Mr. Kerstein is a partner in the Denver office of Kutak Rock LLP. He focuses his practice on corporate finance, securities, securitizations, student-loan finance and structured finance representing issuers, financial institutions, broker-dealers, investment firms and investment companies, other investment funds, investment advisors and others. He routinely assists clients in capital-raising activities, including debt, equity, structured finance, securitization, project finance and acquisition and disposition of cash-flowing assets. He also advises clients in corporate governance, compliance, registration, reporting and disclosure matters under the securities laws.

  • Representation of issuers, sponsors and investment banks in public and private debt and equity offerings, warehouse and conduit financings and other capital-raising activities.
  • Represents issuers and investment banks in structuring and documenting securitization and structured finance transactions secured by various assets classes such as guaranteed (FFELP) and private student loans, unsecured consumer loans, residential and commercial mortgages, equipment, receivables, insurance premium loans and life settlements.

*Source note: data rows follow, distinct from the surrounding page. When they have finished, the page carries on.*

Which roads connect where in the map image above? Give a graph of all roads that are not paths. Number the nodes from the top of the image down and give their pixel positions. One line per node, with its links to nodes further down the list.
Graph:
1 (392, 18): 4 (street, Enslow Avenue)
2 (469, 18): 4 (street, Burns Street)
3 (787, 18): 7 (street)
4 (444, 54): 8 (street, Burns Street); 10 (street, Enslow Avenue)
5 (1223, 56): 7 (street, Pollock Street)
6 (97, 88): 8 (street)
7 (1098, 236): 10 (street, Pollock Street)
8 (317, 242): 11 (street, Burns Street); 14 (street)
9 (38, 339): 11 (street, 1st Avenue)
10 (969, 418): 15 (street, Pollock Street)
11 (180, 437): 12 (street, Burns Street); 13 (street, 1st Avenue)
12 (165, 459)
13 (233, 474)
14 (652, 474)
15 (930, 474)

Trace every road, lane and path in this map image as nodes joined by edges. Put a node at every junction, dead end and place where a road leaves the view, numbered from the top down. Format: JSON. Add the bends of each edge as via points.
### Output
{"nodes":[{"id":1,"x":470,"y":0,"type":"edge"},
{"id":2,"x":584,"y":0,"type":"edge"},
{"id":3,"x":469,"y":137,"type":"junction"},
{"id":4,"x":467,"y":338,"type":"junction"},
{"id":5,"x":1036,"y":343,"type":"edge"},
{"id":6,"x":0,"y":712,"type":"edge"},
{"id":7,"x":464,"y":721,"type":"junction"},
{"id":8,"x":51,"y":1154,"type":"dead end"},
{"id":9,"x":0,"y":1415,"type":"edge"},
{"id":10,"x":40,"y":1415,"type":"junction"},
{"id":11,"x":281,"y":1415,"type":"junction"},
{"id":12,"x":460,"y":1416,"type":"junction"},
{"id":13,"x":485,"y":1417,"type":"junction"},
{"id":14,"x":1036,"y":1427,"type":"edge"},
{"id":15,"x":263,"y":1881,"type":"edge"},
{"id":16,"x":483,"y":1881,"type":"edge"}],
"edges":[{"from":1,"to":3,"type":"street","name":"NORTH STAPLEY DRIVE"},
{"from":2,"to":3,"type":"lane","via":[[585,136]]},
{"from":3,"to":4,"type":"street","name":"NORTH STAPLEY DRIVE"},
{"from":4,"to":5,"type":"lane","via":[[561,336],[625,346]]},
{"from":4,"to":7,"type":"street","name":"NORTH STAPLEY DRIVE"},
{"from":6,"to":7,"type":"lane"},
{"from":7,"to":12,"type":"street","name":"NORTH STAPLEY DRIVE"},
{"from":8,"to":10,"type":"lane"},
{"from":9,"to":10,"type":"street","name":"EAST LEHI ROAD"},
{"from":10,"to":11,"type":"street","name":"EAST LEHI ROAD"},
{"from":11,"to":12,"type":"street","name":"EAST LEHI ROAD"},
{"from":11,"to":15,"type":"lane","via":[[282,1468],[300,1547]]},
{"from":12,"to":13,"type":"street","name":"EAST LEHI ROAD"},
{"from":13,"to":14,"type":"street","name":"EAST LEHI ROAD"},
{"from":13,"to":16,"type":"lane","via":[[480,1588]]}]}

  • Advise clients on compliance, registration, reporting and disclosure requirements under the securities laws.
  • Counsel to originators, sellers, servicers and purchasers in documenting and negotiating one-time and ongoing (flow) sales of various cash-flowing assets such as consumer loans, mortgage loans, student loans and receivables.
  • Represented investment banks and issuers in various restructuring or refinancing transactions and related tender or exchange offers.
  • Counsel to developers in structuring and documenting EB-5 securities offerings.
  • Counsel to the sponsor and issuer in the first $5 billion secured liquidity note (commercial paper) conduit facility secured by student loans.
  • Counsel to administrators and servicers in various student loan financing transactions.
  • Outside special counsel to a publicly registered investment company (municipal bond fund).
  • Counsel to client financing the acquisition of a golf resort and raising $5 million in additional capital.